The Power of the Unexpressed 

Self-expression is one of the more important ways we show whom we are and why we are here. Most of us are not living who we really are. We are living lives imagined and pressed upon us by our parents, schools, government, culture, and media. We have been told what emotions and actions are acceptable and which are not. Our very idea of self has been molded by outside influences. Usually it is not until adulthood and often well into mid or later life that we start to question who we really are or could have been if we were open to our own internal influences.

The life unexpressed consists of all facets of who we are: our ideas and concepts, our thoughts and emotions, our spirituality, our careers, our relationships, our creativity, and even our traits and characteristics. Most of us have overdeveloped some characteristics. We see ourselves as very musical, or extremely organized, maybe good with people or very logical. The underdeveloped or even totally denied traits turn into "shadow" selves. All of us are capable of all traits and emotions including the ones we view as "negative" and the ones we see as "good". All of us are capable of hate and capable of love, capable of rage and capable of nurturing, capable of being numbers oriented and capable of being artistic. But we mostly think of ourselves as being a certain set of traits and having certain emotions and no others are possible. All that we deny of ourselves goes unexpressed.

So, at this point, you may say, "so what!" Unfortunately, all of our emotions and characteristics, even our purpose(s), that go unexpressed do not lie quietly in dormancy with no effect. It is our very nature to express our whole being; all parts of us. When we reject or suppress parts of our nature, they become stifled, repressed, discordant, and tend to act out in ways we do not intend nor welcome. They can wreak havoc in our lives in every way. While one can turn a young musician into an accountant, usually it turns out badly in the end. The inner musician wants and needs expression in the outer world to be healthy and happy.

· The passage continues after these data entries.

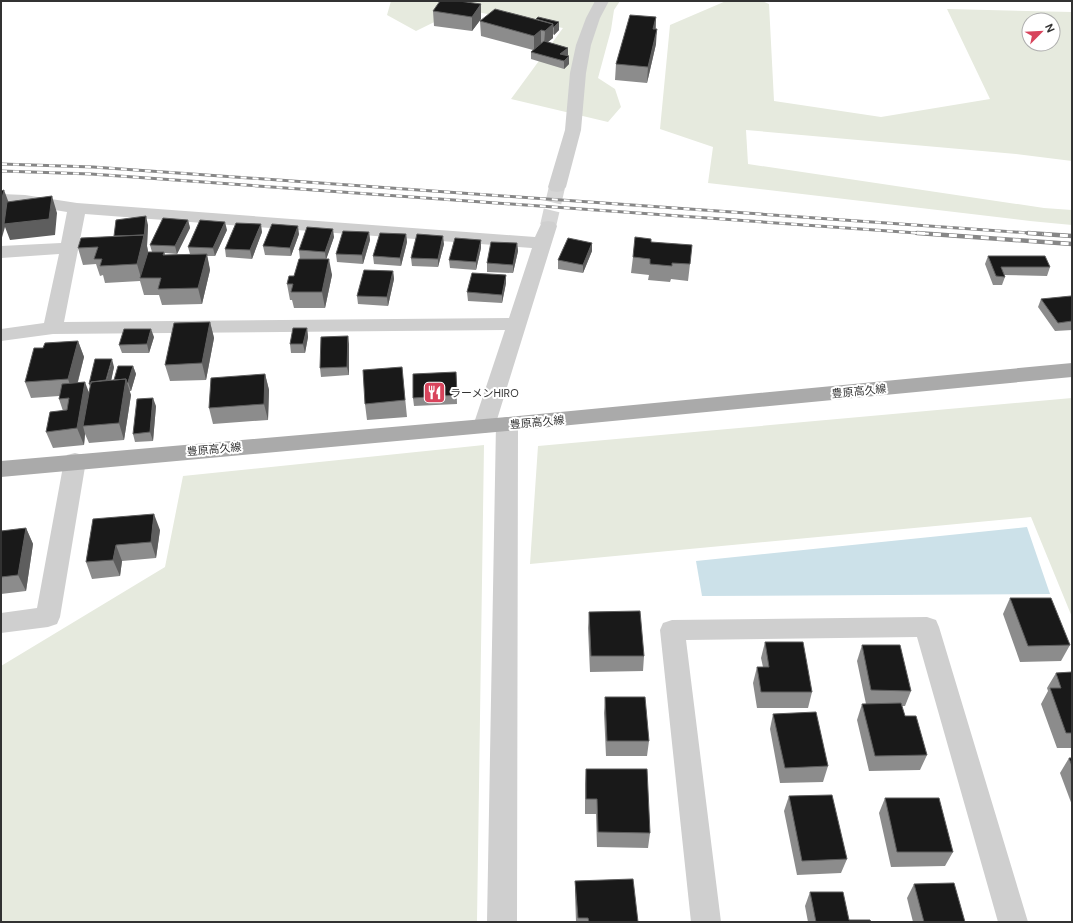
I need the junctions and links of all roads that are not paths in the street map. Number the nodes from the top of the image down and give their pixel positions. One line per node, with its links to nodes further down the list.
1 (602, 1): 2 (street)
2 (557, 187)
3 (1, 199): 4 (street)
4 (77, 208): 5 (street); 7 (street)
5 (69, 248): 6 (street); 8 (street)
6 (1, 252)
7 (517, 324): 8 (street); 11 (street)
8 (53, 328): 9 (street)
9 (1, 335)
10 (1072, 370): 11 (main road, 豊原高久線)
11 (495, 425): 12 (main road, 豊原高久線); 15 (street)
12 (75, 461): 13 (main road, 豊原高久線); 14 (street)
13 (1, 469)
14 (1, 623)
15 (502, 922)
16 (706, 922): 17 (street)
17 (1013, 922)

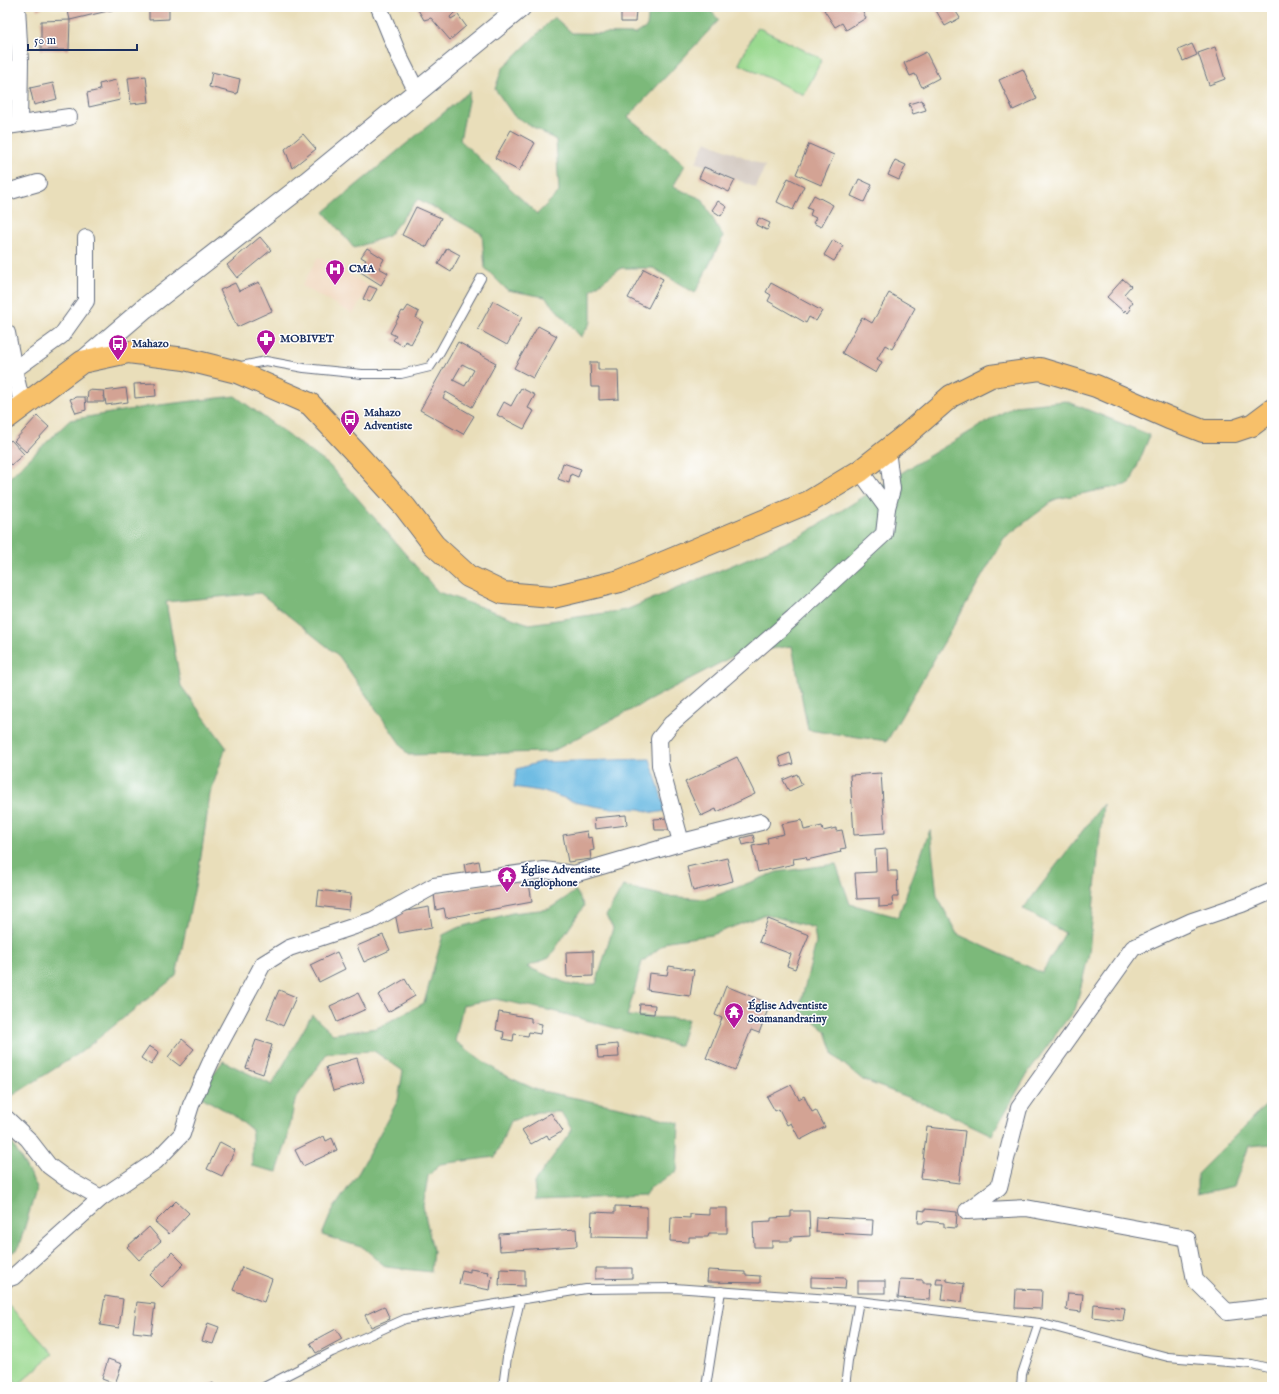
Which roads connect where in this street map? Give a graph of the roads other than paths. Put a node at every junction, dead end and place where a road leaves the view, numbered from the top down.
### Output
1 (17, 7) edge
2 (379, 7) edge
3 (521, 7) edge
4 (417, 92) junction
5 (69, 117) dead end
6 (13, 125) edge
7 (38, 183) dead end
8 (7, 192) edge
9 (86, 238) dead end
10 (480, 278) dead end
11 (7, 333) edge
12 (82, 362) junction
13 (226, 369) junction
14 (14, 370) junction
15 (1272, 410) edge
16 (15, 413) edge
17 (887, 450) junction
18 (860, 471) junction
19 (887, 508) junction
20 (761, 822) dead end
21 (681, 842) junction
22 (1272, 891) edge
23 (7, 1118) edge
24 (101, 1198) junction
25 (7, 1279) edge
26 (721, 1291) junction
27 (520, 1300) junction
28 (859, 1301) junction
29 (1272, 1310) edge
30 (1039, 1323) junction
31 (1272, 1369) edge
32 (264, 1387) edge
33 (503, 1387) edge
34 (706, 1387) edge
35 (844, 1387) edge
36 (1021, 1387) edge

1 - 6 street
2 - 4 street
3 - 4 street
4 - 12 street
5 - 6 street
7 - 8 street
9 - 14 street
10 - 13 lane
11 - 14 street
12 - 13 main road
12 - 16 main road
13 - 18 main road
14 - 16 street
15 - 17 main road
17 - 18 main road
17 - 19 street
18 - 19 street
19 - 21 street
20 - 21 street
21 - 24 street
22 - 29 street
23 - 24 street
24 - 25 street
26 - 27 lane
26 - 28 lane
26 - 34 lane
27 - 32 lane
27 - 33 lane
28 - 30 lane
28 - 35 lane
30 - 31 lane
30 - 36 lane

The unexpressed has powerful repercussions on our lives. Not being whom you really are and were meant to be in this life can negatively affect your mental state, your perception of life, your self-esteem, your health, your happiness and blocks your energy. Many of our current serious health problems can be traced to denial of self, suppression of our emotions and ignoring our innate desires and needs.

Psychiatrist David Viscott in his book "Emotionally Free" refers to the state of having stored-up feelings as emotional debt, which he links to aging: "Sorrow ages you prematurely. When you're in emotional debt, you're pessimistic about the future, and even in your green years, long to return to the past to remedy the shortfalls of love and opportunity you suffered. Sometimes you yearn for more caring, for more time with someone who is no longer here, for a chance to speak your mind and release your emotional burden, or just to resolve your confusion by finally discovering what really happened to you."

In her book, "The Sound of Paper", Julia Cameron says, "...thoughts float in from nowhere and dance on the edge of consciousness. "I would love to..." they might begin or, "Wouldn't it be fun to try..." Most of us are adroit at ignoring such gentle thoughts. We swat them out of our consciousness, saying, "Not now. I'm too busy" or "Not now. I don't see how it can be done." A great deal of the time we dismiss our longings on the grounds that they aren't reasonable --- and often they aren't. Where did we get the idea that life was intended to be reasonable? And where would we be if Columbus, for example, had listened to reason? We have very little evidence that sensible and frugal are actually qualities cherished by the Great Creator."

It is the whispers and inner voices that tell us what we are missing. If we can tune into and listen to them, we will know what to do. Whatever is asking to be expressed does not have to turn into a career or be done well as judged by some external criteria. It only has to be done with curiosity and gentleness.

Here are some activities to get you started on what your inner self may be trying to express:

 

Another way to tell what you are missing is to sit down and make a list of people you don't like. For example, you may not like a co-worker because he is lazy, inefficient, and sullen or bad-tempered. Those very things that you do not like about him are the things that you have not accepted as part of yourself. He serves as a mirror for you. Remember, all of us have all emotions and traits within us and are capable of expressing them. It is the parts we deny or suppress that cause trouble.

Now this is not to imply that you must express every feeling you have or every thought you think to others. You do not need to tell your father how angry you are at something he did 35 years ago or tell your co-worker what a jerk you think he is. You only have to be aware of what is unexpressed and acknowledge it. Take action such as expressing it through art or writing a letter to be burned or even discussing it with a trusted friend. Unburden yourself, but not necessarily with others.

Begin today to notice what your inner voice is asking you to express. Give a voice to all parts of you. It will add joy and peace to your life and may improve your relationships, life satisfaction and health.